Montreal Cognitive Assessment. The Montreal Cognitive Assessment (MOCA) is a short screening tool that is sensitive to mild cognitive impairment. It assesses six cognitive domains: attention, orientation, executive functioning, visuospatial construction, memory, and language (64). The MOCA consists of short cognitive tasks that can be administered in 10 min.

Experimental Measures

Cue-Induced Cravings

Cravings for alcohol will be assessed by exposing patients to 14 alcohol-related pictures from the AACTP and 14 alcohol-related pictures that were not included in the AACTP. The aim is to determine whether cue-induced cravings will decrease in the experimental AACTP group and whether the decrease is generalized to alcohol-related stimuli not included in the AACTP. Cue-induced cravings in response to the pictures will be measured using (a) self-report by means of a visual-analog scale (see Section 2.6.2.2. for a description) (57, 58) and (b) physiological reactivity by means of skin conductance response using Imotions, which is a computerized system that has been used in various experimental studies.

Cognitive Flexibility

The classic Stroop task will be used to measure patients' degree of general attentional control.

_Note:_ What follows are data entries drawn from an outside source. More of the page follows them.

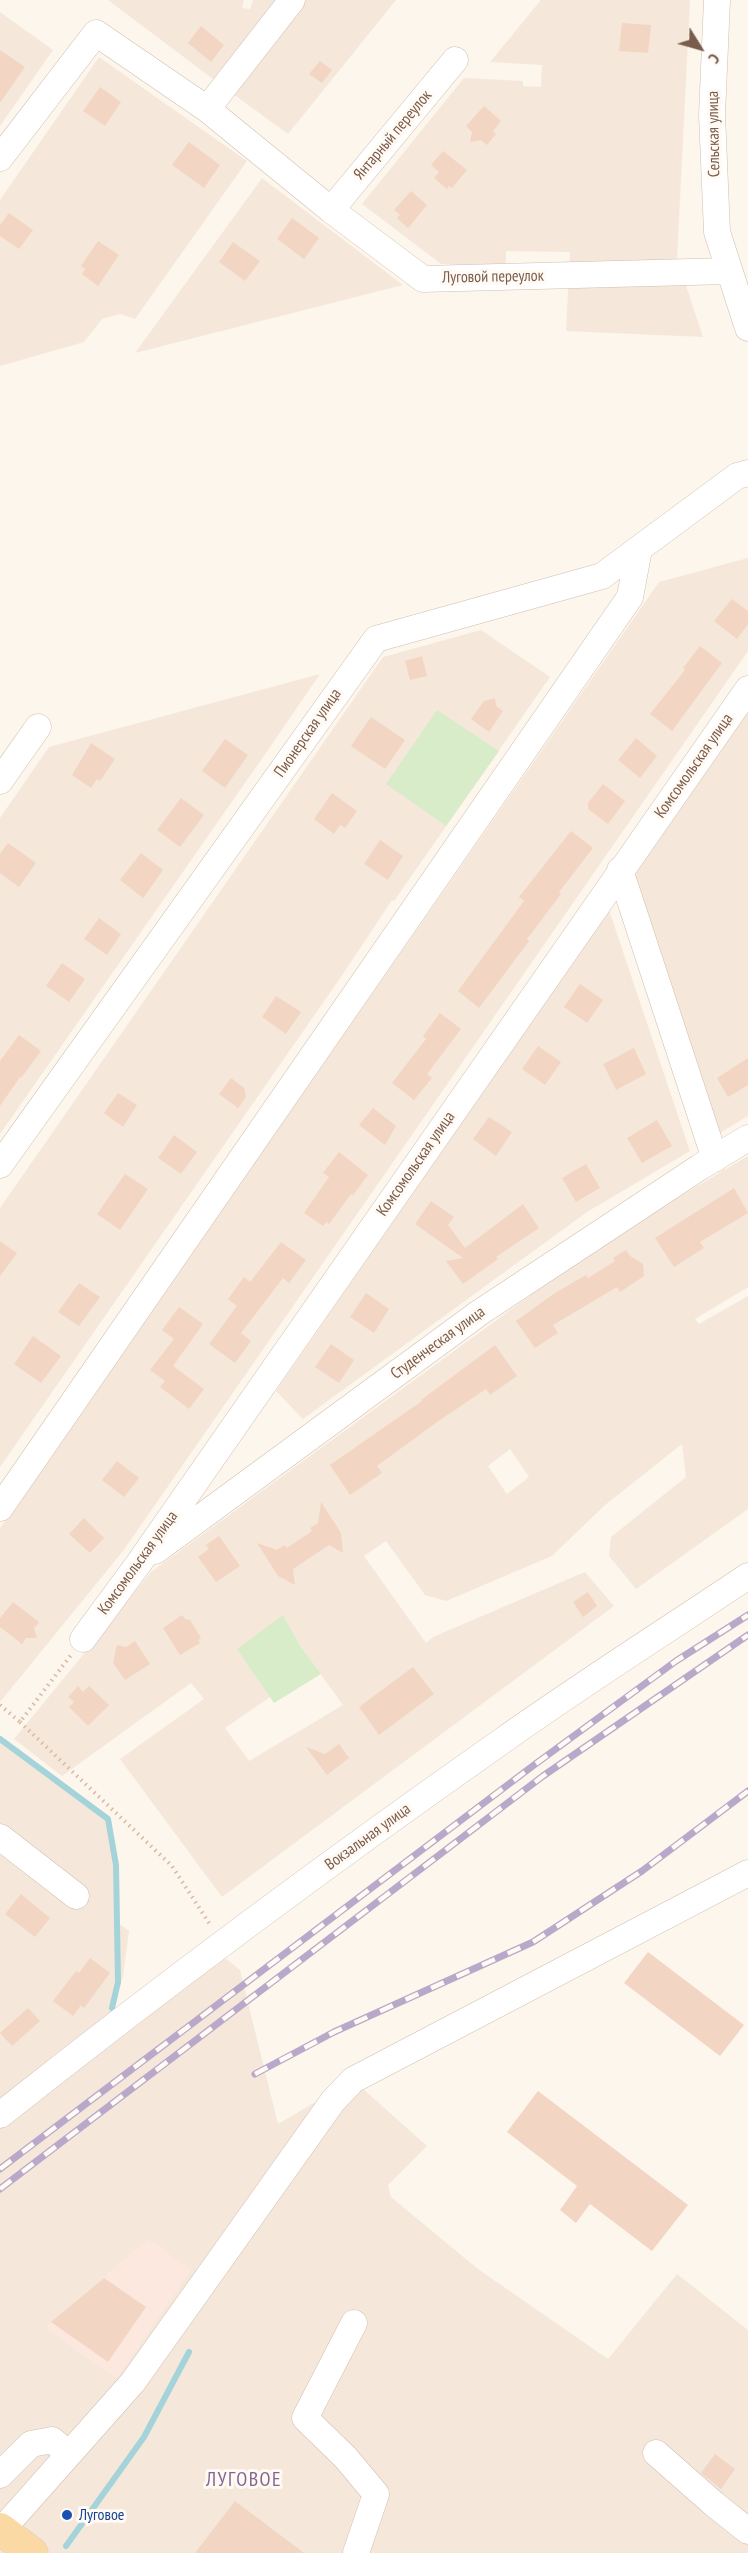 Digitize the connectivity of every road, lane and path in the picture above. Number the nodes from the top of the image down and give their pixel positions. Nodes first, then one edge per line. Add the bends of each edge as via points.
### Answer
1 (292, 0) edge
2 (717, 0) edge
3 (455, 60) dead end
4 (207, 109) junction
5 (0, 158) edge
6 (331, 210) junction
7 (729, 271) junction
8 (748, 328) edge
9 (748, 473) edge
10 (639, 549) junction
11 (748, 689) edge
12 (38, 727) dead end
13 (0, 781) edge
14 (620, 870) junction
15 (748, 1138) edge
16 (715, 1158) junction
17 (0, 1165) edge
18 (0, 1508) edge
19 (139, 1563) junction
20 (748, 1575) edge
21 (82, 1639) joint
22 (0, 1705) edge
23 (20, 1722) junction
24 (0, 1837) edge
25 (748, 1873) edge
26 (76, 1896) dead end
27 (223, 1944) junction
28 (0, 2115) edge
29 (354, 2323) dead end
30 (656, 2453) dead end
31 (69, 2454) junction
32 (0, 2475) edge
33 (0, 2531) edge
34 (748, 2531) edge
35 (32, 2553) edge
36 (356, 2553) edge

1 - 4 street
2 - 7 street, Сельская улица via 712,114 717,231
3 - 6 street, Янтарный переулок
4 - 5 street, Луговой переулок via 96,33
4 - 6 street, Луговой переулок
6 - 7 street, Луговой переулок via 423,279
7 - 8 street, Сельская улица
9 - 10 street, Пионерская улица via 737,476
10 - 17 street, Пионерская улица via 602,576 376,639
10 - 18 street via 630,597
11 - 14 street, Комсомольская улица
12 - 13 street
14 - 16 street
14 - 19 street, Комсомольская улица
15 - 16 street, Студенческая улица
16 - 19 street, Студенческая улица via 478,1313
19 - 21 street, Комсомольская улица
20 - 27 street, Вокзальная улица via 503,1740
21 - 23 path
22 - 23 path
23 - 27 path via 172,1866
24 - 26 street
25 - 31 street via 353,2080 333,2101 133,2382
27 - 28 street, Вокзальная улица
29 - 36 street via 304,2418 376,2494
30 - 34 street
31 - 32 street via 52,2440 32,2444
31 - 33 street
33 - 35 main road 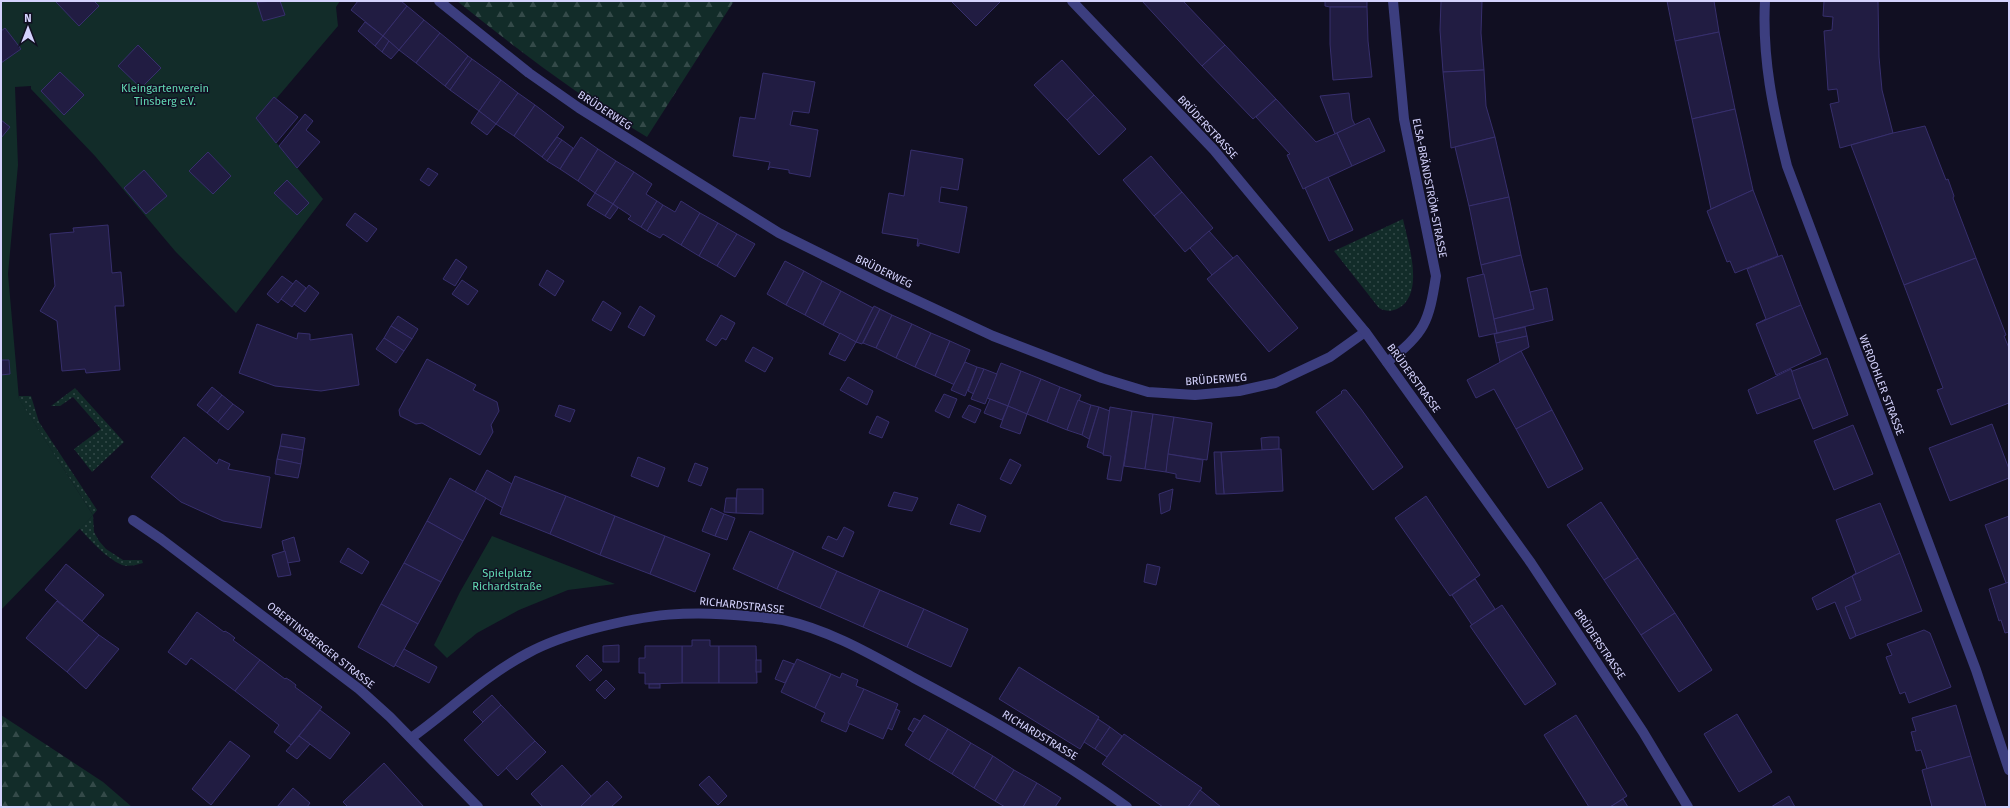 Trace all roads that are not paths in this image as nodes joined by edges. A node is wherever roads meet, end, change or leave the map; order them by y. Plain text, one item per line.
1 (439, 1) edge
2 (1072, 1) edge
3 (1393, 1) edge
4 (1765, 1) edge
5 (1365, 332) junction
6 (1387, 362) junction
7 (133, 520) dead end
8 (411, 738) junction
9 (2009, 770) edge
10 (478, 807) edge
11 (1126, 807) edge
12 (1688, 807) edge

1 - 5 street, BRÜDERWEG
2 - 5 street, BRÜDERSTRASSE
3 - 6 street, ELSA-BRÄNDSTRÖM-STRASSE
4 - 9 street, WERDOHLER STRASSE
5 - 6 street, BRÜDERSTRASSE
6 - 12 street, BRÜDERSTRASSE
7 - 8 street, OBERTINSBERGER STRASSE
8 - 10 street, OBERTINSBERGER STRASSE
8 - 11 street, RICHARDSTRASSE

Task stimuli consisting of two types of words are used: (1) Congruent words comprise the names of four colors (i.e., red, yellow, blue, and green) that are written in a color that is congruent with the name of the color (e.g., the word red in red letters); (2) Incongruent words consist of the same four names of colors, but they are presented in a font color that is incongruent with the name of the color (e.g., the word red in blue letters). The patient's task is to name the color in which the words are presented while attempting to ignore the meaning of the word. Both the mean reaction time for correctly naming the color of the words and the number of correct responses (mean accuracy) will be recorded. Subtracting mean reaction time to the congruent words from the mean reaction time to the incongruent words gives a measure of the participant's cognitive interference (26).

Alcohol Attentional Bias

Patients' AB for alcohol cues will be assessed using the alcohol Stroop task. The task consists of two categories of words presented in different font colors (i.e., red, yellow, blue, and green): (1) alcohol-related words (e.g., bar, beer, rum, scotch, tequila, vodka, whisky), and (2) neutral words (e.g., ceiling, cupboard, fence, gate, shed, tap, chair). The two categories of words are matched for word frequency and length, number of syllables, and semantic relatedness. As in the classic Stroop task, the patient's task will be to name the color in which the words are presented while attempting to ignore the meaning of the words. AB is indicated by longer reaction times to the alcohol-related words relative to the neutral words (27, 32).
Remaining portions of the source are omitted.